Specifically, the Bears’ front seven will need to tighten up against the run – where the team struggled mightily down the stretch last season.
Teams ran wild against the Bears late in the season, pummeling a deteriorating defense ravaged by injuries by pounding the ball through the offensive line, past the front seven, and into (and past) the secondary. Things weren’t always bad for the Bears’ run defense, which played well early in the season until Danny Trevathan’s knee injury and Jerrell Freeman’s suspension sent the Bears’ two best and most experienced linebackers to the sideline. If the Bears are to be believed and the front seven is mostly healthy, then it will be a reason the team turns the tide on opposing rushing attacks.
Zack Pearson of Scout.com’s Bear Report digs up this nugget regarding the polar opposites of the Week 1 rushing matchup between the Bears and Atlanta Falcons:
#Bears allowed 121.9 ypg on ground last season (27th) while ATL ran for 120.5 (5th). Chicago should be better in 2017 but big test in Wk 1.
— Zack Pearson (@Zack_Pearson) September 5, 2017
Only five teams allowed more rushing yards than the Bears, while just four teams were more successful gaining yards in the running game than the Falcons. Eek.

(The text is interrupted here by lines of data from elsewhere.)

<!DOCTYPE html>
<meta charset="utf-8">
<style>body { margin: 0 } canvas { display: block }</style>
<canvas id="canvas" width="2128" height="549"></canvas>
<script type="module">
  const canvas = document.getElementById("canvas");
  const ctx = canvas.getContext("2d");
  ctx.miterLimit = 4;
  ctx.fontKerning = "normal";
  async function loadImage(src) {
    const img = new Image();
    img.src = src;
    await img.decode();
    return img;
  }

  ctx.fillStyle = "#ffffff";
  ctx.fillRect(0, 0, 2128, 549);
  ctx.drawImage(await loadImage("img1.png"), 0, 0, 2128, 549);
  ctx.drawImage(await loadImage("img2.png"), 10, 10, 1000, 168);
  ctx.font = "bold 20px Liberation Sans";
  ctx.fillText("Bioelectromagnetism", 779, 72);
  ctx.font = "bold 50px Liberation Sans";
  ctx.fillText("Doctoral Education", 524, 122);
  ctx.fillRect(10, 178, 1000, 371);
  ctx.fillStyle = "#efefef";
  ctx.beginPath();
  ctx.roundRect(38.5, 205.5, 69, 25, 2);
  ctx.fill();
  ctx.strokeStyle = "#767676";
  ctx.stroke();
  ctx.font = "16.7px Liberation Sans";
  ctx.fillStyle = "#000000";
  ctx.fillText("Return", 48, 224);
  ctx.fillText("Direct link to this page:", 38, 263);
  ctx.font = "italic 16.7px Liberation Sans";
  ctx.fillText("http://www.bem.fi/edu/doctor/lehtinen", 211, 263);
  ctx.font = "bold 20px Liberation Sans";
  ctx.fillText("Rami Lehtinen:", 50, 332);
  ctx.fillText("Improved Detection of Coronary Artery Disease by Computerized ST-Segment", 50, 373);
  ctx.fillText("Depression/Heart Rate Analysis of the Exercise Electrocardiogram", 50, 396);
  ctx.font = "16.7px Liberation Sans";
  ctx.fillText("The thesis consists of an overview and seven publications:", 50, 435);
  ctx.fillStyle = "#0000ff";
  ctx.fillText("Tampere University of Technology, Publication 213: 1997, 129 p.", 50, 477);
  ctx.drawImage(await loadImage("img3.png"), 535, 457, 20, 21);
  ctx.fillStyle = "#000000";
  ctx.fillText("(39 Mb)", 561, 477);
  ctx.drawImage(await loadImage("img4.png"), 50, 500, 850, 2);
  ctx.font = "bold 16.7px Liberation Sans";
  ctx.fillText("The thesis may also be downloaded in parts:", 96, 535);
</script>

On paper, it’s a mismatch.
The Falcons offense is led by running back Devonta Freeman, but he is guided by Alex Mack (second best run block grade among centers), Ryan Schraeder (third best run block grade among offensive tackles), and Andy Levitre (19th best run block grade among guards), according to Pro Football Focus. Even tight end Austin Hooper chipped in as a plus run blocker, earning a 73.2 run block grade that ranked ninth at his position last year. If this group performs to its capabilities, stopping a running game that finished 12th in attempts and fifth in average yards per carry and Matt Ryan’s play action attack will be near impossible.
It’s not as if the Bears will be hopeless against the run to start 2017, but they’re operating with a razor thin margin of error.
Defensive end Akiem Hicks owned an 85.6 run defense grade, which was 11th among interior defenders. Put him next to a healthy Eddie Goldman (who earned a respectable 81.2 grade in 197 snaps before a season-ending injury), and in front of the Freeman (83.9) and Trevathan (80.9), who thinks the Bears could have the NFL’s best ILB tandem, and the Bears have some building blocks to work with when going against Atlanta’s rushing offense.
Unfortunately, the Bears had three members of the front seven who posted sub-70 run defense grades while playing a minimum of 100 run defense snaps. And seeing Jonathan Bullard (57.0) and Leonard Floyd (44.3) ranking among the league’s worst run defenders (by PFF’s standards) is admittedly troublesome. But if both Bullard and Floyd have taken steps forward in their development, then it can go a long way toward smoothing out some of the defense’s deficiencies in stopping the run.
It will be difficult for the Bears to be worse to be as bad at stopping the run as they were last year, and to be fair, this group should be better than what the final stats showed in 2016.